Restaurant Brands reports US$163M Q4 profit, narrowly tops expectations [UPDATED]
The company behind Tim Hortons reports system-wide sales growth driven by acceleration of net restaurant growth at Burger King and Popeyes, as well as its Canadian coffee and doughnut business
The parent company of Tim Hortons narrowly topped profit expectations for its fourth quarter, but touted improvement in the coffee-and-doughnut chain’s Canadian business after executives worked to mend a tumultuous relationship with some franchisees.
Restaurant Brands International Inc. said comparable sales at its Canadian Tim Hortons locations grew 2.2 per cent for the quarter ended Dec. 31, 2018 – the highest that figure has been in the last 10 quarters.
“Importantly, our momentum in the fourth quarter is an indication that the winning together plan that we developed with our franchisees in early 2018 is working,” said Daniel Schwartz, who recently stepped down as CEO to assume the executive chairman role, during a conference call with analysts Monday morning.
The plan includes improving product offerings, restaurant experience and brand communication.
It came as RBI worked to overcome negative media coverage after a group of disgruntled franchisees banded together and formed the Great White North Franchisee Association to give a voice to franchisees amid alleged mismanagement.
The group filed two class-action lawsuits against its parent company, and it and RBI executives engaged in a public spat accusing each other of various misdeeds. The two sides recently made a significant step in settling the two lawsuits and expect to have a fulsome settlement agreement before a judge on March 21.
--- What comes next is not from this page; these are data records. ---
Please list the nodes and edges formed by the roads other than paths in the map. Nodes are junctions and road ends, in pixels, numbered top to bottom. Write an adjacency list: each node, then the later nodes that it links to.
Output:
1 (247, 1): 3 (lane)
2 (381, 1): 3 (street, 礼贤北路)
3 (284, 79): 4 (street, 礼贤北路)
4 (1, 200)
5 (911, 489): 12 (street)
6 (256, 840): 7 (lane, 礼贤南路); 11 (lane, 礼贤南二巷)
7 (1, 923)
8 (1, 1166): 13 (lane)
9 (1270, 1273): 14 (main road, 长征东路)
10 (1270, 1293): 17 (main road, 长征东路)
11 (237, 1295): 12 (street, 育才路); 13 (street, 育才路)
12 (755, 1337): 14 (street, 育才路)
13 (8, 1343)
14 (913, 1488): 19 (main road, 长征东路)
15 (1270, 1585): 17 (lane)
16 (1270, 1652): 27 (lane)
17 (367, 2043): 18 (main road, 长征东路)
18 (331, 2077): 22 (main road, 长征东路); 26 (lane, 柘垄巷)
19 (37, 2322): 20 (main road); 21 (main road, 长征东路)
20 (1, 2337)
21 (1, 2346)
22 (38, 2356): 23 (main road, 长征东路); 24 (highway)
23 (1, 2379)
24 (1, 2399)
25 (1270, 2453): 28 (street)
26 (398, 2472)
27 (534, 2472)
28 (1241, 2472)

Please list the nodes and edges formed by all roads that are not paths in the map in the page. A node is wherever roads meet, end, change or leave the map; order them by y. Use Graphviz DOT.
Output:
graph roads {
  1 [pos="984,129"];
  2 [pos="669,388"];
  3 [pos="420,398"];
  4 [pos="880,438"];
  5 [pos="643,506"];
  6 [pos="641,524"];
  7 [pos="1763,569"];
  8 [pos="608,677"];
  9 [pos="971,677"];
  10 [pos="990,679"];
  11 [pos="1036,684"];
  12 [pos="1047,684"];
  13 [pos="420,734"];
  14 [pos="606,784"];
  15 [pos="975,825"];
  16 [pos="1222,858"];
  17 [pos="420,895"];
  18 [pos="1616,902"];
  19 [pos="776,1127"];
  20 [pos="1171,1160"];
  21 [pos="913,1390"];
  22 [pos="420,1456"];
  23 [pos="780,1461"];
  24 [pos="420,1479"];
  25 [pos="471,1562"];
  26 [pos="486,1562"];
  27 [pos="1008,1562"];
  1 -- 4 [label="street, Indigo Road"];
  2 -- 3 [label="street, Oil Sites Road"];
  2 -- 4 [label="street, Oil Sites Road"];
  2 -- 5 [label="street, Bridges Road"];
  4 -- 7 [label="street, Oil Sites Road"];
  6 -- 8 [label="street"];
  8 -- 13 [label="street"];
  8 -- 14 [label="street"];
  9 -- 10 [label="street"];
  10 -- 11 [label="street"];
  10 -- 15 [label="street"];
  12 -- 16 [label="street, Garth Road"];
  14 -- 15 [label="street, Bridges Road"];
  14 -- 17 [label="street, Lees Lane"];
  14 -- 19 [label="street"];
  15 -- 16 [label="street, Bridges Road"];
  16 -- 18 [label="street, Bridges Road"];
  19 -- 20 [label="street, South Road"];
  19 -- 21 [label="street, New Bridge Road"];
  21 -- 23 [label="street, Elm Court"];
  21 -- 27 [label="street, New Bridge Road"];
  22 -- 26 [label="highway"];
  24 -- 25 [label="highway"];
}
Schwartz also pointed to continued strength in breakfast foods thanks to all-day breakfast offerings, an October hockey card program and strong holiday offerings, including innovative new beverage for helping to improve results in Canada.
The company plans to continue that momentum into this year as it will roll out a new loyalty program later in 2019.
RBI tested seven markets with a number of different possible programs, said Tim Hortons president Alex Macedo in an interview. While market testing is still happening, the company’s already determined what the program will look like and plans to roll it out “soon.”
One analyst on the conference call appeared skeptical that a loyalty program would result in more purchases at Tim Hortons rather than simply giving away the product for free.
“What we want is guests feeling that they’re being rewarded for their loyalty and, at the same time, restaurant owners making more money,” said Macedo. “And the mechanic that we landed on delivers exactly on that.”
RBI’s new CEO Jose Cil later echoed that same sentiment, saying the program drove additional sales and more frequent visits during the market tests.
The company also continued to boast its international expansion plans for the brand, including planning for more than 1,500 stores in China over the next decade. Though, one analyst wondered why executives are so confident the coffee chain brand would be successful outside of Canada, where it is lesser known than at home.
“Some markets are of course doing better than others,” Cil acknowledged on the call, but said the company feels good about how consumers are engaging with the brand in all of its new markets. Tim Hortons now operates in the Philippines, the United Kingdom, Mexico and Spain. Executives say it will “soon” open its first store in China.
RBI’s adapted the brand more to local consumers’ needs and wants in those markets, he said.
It’s not had to make any changes on the beverage side as it realized its coffee drinks tend to be “global flavours,” said Macedo.
However, the company’s changed its food offerings abroad, he said, including serving quesadillas in Mexico and tostadas for breakfast in Spain.
The discussion came as RBI, which keeps its books in U.S. dollars, reported its fourth-quarter results.
The company, which also includes Burger King and Popeyes restaurants, said its profit attributable to common shareholders amounted to US$163 million or 64 cents per diluted share. That compared with a profit attributable to common shareholders of $395 million or $1.59 per diluted share in the same quarter a year earlier.
On an adjusted basis, the company earned 68 cents per share for the quarter. Analysts on average had expected a profit of 67 cents per share for the quarter, according to Thomson Reuters Eikon.
Revenue for the quarter totalled $1.39 billion, up from $1.23 billion a year ago.